Mengerti apa yang terjadi, Arshaka segera memberi tanda pada Pras yang sedari tadi mengikuti.

Begitu Pras tiba, Arshaka berbisik, "Bawa anak itu menjauh sebentar dari sini."

Setelahnya Arshaka maju, memposisikan diri di samping Wilona.

"Sepertinya mantan suamimu meninggalkan banyak hal untuk kalian. Setelah berurusan denganku, lihat. Bahkan sekarang ia membuat rumah makan kalian disita oleh bank," ucap Arshaka dengan santai, "harusnya bank menginformasikan lebih dulu sebelum menyita. Apa kamu tidak mendapat peringatan apapun?”

Dada Wilona terasa sesak. Ia bahkan tidak bisa membalas ejekan dari Arshaka karena saking jengkelnya, atau memikirkan surat peringatan dari bank atas penyitaan rumah makannya.

"Pria brengsek itu! Apalagi sekarang?" ujar Wilona dengan pelan. Suaranya terdengar bergetar, jelas sekali wanita ini menahan tangis agar tidak keluar.

Merasa kasihan, Arshaka yang tadinya berniat mengorek lebih banyak informasi akhirnya mengurungkan niat. Ia mendekati Wilona, menatap dengan lembut mata yang mulai mengembun oleh air mata.

"Dengar. Tinggallah di rumahku mulai sekarang."

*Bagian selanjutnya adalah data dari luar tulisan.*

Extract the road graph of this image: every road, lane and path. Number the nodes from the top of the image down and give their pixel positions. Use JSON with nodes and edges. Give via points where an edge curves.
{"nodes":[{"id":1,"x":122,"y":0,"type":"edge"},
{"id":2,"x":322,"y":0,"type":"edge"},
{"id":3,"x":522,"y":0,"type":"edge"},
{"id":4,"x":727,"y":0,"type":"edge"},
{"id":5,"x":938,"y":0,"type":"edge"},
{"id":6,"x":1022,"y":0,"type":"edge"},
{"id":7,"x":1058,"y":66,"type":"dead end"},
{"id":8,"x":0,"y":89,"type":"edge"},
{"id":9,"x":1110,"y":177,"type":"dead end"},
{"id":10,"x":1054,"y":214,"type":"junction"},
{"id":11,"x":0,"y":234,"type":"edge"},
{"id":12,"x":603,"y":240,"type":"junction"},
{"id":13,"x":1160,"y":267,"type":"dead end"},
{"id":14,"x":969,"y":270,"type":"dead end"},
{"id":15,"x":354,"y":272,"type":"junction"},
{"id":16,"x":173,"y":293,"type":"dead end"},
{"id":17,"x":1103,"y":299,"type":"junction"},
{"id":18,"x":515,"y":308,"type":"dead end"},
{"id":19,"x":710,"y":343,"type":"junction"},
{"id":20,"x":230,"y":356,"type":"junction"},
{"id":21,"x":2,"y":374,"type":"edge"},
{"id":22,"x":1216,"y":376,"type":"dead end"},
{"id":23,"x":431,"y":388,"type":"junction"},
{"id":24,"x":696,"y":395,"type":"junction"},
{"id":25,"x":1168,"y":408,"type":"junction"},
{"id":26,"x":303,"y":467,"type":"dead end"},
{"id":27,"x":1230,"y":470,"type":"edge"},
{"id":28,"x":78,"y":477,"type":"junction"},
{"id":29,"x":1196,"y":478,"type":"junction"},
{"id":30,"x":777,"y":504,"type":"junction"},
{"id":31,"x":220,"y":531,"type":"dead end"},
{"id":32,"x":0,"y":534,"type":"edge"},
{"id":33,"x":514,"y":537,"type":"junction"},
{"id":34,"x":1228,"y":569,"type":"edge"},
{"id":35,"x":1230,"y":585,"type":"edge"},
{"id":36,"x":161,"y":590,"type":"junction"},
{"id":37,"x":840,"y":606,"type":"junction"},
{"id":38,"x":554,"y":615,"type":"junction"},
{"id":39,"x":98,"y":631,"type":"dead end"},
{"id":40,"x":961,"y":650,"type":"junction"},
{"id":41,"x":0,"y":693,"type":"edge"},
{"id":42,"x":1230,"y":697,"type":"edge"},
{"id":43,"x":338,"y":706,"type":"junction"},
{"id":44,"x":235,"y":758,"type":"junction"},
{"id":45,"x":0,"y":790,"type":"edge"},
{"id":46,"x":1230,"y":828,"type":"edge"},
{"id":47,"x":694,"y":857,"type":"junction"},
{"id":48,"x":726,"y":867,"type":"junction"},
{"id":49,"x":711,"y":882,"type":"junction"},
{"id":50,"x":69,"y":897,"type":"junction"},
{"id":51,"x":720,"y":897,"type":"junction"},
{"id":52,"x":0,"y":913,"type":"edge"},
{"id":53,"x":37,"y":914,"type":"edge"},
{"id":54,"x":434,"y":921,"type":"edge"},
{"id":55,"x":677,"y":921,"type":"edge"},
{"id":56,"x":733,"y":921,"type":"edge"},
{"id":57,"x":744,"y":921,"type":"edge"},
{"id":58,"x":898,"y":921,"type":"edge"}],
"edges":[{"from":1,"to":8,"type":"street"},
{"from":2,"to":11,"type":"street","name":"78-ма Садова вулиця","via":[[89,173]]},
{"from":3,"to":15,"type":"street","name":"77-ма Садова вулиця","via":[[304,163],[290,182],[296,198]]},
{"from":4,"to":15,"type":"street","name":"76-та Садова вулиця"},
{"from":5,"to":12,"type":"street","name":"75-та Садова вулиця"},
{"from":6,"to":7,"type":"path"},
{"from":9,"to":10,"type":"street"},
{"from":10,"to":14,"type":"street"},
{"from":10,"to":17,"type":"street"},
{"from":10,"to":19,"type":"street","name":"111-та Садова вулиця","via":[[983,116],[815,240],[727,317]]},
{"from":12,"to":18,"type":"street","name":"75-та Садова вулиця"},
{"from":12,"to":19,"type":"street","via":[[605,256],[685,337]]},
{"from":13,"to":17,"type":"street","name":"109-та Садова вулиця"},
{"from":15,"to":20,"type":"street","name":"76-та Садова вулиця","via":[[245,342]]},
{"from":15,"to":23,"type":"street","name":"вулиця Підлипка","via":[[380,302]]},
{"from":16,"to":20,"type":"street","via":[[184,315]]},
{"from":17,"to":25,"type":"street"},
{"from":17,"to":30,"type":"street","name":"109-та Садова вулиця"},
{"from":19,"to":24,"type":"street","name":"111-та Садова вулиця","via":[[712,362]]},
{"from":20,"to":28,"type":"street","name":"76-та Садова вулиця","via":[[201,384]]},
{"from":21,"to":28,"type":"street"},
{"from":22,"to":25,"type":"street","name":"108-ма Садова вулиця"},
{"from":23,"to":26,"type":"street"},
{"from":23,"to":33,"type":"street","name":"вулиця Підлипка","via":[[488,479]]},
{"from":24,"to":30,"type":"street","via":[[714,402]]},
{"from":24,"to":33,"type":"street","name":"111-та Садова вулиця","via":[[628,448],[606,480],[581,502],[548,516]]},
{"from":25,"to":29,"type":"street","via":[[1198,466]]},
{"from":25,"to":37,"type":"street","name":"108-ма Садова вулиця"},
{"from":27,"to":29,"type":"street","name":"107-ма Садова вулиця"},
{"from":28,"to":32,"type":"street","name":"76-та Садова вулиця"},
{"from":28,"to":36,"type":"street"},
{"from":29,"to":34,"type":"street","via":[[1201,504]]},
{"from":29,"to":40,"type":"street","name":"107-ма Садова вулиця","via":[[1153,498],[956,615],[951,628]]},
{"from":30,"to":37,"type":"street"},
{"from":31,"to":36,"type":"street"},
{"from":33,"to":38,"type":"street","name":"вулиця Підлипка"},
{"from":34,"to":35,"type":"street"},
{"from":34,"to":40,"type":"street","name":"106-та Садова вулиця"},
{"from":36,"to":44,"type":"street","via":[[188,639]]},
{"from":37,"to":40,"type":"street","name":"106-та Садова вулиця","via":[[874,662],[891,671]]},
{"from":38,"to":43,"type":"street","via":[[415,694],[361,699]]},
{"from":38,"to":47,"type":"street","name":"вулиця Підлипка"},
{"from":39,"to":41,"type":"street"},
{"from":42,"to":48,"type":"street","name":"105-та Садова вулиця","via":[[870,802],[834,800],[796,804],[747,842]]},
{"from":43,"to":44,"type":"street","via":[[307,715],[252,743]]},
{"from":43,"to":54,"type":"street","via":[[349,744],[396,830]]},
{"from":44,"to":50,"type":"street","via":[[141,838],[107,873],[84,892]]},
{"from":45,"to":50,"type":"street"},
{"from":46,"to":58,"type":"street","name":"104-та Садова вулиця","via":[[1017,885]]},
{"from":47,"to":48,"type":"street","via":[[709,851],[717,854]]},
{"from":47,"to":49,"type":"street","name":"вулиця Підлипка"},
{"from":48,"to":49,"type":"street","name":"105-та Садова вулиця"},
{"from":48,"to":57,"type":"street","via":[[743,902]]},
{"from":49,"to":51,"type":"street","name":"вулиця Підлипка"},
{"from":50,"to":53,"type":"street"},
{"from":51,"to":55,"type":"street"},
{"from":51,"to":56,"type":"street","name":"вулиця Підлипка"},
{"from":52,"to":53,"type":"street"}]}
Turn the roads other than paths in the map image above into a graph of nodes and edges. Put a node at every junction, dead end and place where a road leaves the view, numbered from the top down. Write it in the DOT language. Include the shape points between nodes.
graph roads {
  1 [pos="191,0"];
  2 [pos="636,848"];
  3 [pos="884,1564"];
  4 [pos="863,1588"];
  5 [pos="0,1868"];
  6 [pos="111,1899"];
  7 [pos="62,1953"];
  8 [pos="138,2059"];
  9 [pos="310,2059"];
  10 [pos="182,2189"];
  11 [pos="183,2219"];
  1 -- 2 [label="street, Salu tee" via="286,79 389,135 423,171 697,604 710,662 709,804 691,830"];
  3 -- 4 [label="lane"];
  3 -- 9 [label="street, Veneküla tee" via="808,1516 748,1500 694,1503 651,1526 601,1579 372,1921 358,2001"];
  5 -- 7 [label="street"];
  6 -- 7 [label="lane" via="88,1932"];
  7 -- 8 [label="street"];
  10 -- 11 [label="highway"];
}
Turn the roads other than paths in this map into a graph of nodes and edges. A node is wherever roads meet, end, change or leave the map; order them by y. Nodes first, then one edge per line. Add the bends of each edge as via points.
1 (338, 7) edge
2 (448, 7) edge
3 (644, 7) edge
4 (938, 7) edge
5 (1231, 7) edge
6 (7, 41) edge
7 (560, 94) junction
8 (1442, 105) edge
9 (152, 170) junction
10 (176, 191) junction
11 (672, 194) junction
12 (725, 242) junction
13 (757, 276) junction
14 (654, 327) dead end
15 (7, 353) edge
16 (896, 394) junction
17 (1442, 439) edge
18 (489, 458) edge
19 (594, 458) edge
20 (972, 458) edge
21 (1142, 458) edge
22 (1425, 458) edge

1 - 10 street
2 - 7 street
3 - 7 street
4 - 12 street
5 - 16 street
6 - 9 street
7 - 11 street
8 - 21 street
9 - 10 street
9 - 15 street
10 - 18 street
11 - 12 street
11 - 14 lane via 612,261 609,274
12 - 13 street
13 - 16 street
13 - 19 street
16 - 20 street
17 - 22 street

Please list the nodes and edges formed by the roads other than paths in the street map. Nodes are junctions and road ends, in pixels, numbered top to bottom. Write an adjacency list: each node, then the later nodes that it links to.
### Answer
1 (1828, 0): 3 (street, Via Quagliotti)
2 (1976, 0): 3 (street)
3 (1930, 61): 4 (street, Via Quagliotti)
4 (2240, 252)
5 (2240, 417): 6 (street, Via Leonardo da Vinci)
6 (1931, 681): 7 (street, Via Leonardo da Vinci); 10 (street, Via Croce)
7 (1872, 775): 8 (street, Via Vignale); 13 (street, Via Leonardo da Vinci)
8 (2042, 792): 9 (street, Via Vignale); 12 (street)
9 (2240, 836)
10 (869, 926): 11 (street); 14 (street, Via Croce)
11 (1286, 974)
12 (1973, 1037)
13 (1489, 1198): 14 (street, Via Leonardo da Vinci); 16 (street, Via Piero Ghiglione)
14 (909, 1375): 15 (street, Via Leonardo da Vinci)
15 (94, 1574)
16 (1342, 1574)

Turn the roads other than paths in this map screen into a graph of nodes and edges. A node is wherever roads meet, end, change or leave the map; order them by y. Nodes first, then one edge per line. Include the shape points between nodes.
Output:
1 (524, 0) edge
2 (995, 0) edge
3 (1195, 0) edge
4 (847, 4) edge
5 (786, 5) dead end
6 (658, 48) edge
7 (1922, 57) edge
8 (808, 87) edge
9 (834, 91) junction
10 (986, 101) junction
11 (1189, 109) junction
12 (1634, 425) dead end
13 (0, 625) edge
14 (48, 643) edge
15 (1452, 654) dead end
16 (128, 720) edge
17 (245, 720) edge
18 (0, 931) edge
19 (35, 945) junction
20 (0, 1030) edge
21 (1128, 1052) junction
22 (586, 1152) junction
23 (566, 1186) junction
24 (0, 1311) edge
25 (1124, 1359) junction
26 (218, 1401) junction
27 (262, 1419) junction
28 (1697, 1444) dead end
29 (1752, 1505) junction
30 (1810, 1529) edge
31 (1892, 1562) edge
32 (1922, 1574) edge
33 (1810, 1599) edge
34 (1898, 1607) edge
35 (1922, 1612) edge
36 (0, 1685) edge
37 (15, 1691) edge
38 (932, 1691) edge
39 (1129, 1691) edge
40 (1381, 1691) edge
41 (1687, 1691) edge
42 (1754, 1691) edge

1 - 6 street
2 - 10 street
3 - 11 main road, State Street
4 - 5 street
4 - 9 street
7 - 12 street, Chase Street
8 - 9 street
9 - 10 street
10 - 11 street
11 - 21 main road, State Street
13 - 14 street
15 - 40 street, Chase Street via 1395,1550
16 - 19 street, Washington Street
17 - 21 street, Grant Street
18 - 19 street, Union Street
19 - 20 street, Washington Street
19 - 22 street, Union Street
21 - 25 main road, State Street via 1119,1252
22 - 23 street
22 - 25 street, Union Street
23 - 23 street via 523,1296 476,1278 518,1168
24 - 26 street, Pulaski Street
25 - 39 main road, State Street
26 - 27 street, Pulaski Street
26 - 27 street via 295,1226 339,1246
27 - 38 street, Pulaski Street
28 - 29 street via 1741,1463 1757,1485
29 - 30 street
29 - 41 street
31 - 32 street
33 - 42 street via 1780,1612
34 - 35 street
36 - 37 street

"Kau gila? Kau pikir aku mau menerima begitu saja hanya karena rumah makan kami disita?"

Tiba-tiba wajah Arshaka nampak serius. "Lalu apa yang akan kamu lakukan? Berjualan di trotoar sampai tua? Tinggallah di rumahku, dan aku akan memotong hutangmu."

"Apa yang kau inginkan dariku?"

Arshaka terdiam sesaat. Setelahnya tersenyum dan berkata, "Kau hanya perlu memastikan makanan yang aku makan enak. Itu saja, anggap saja kamu bekerja dan aku membayar dengan memotong hutangmu. Bagaimana?"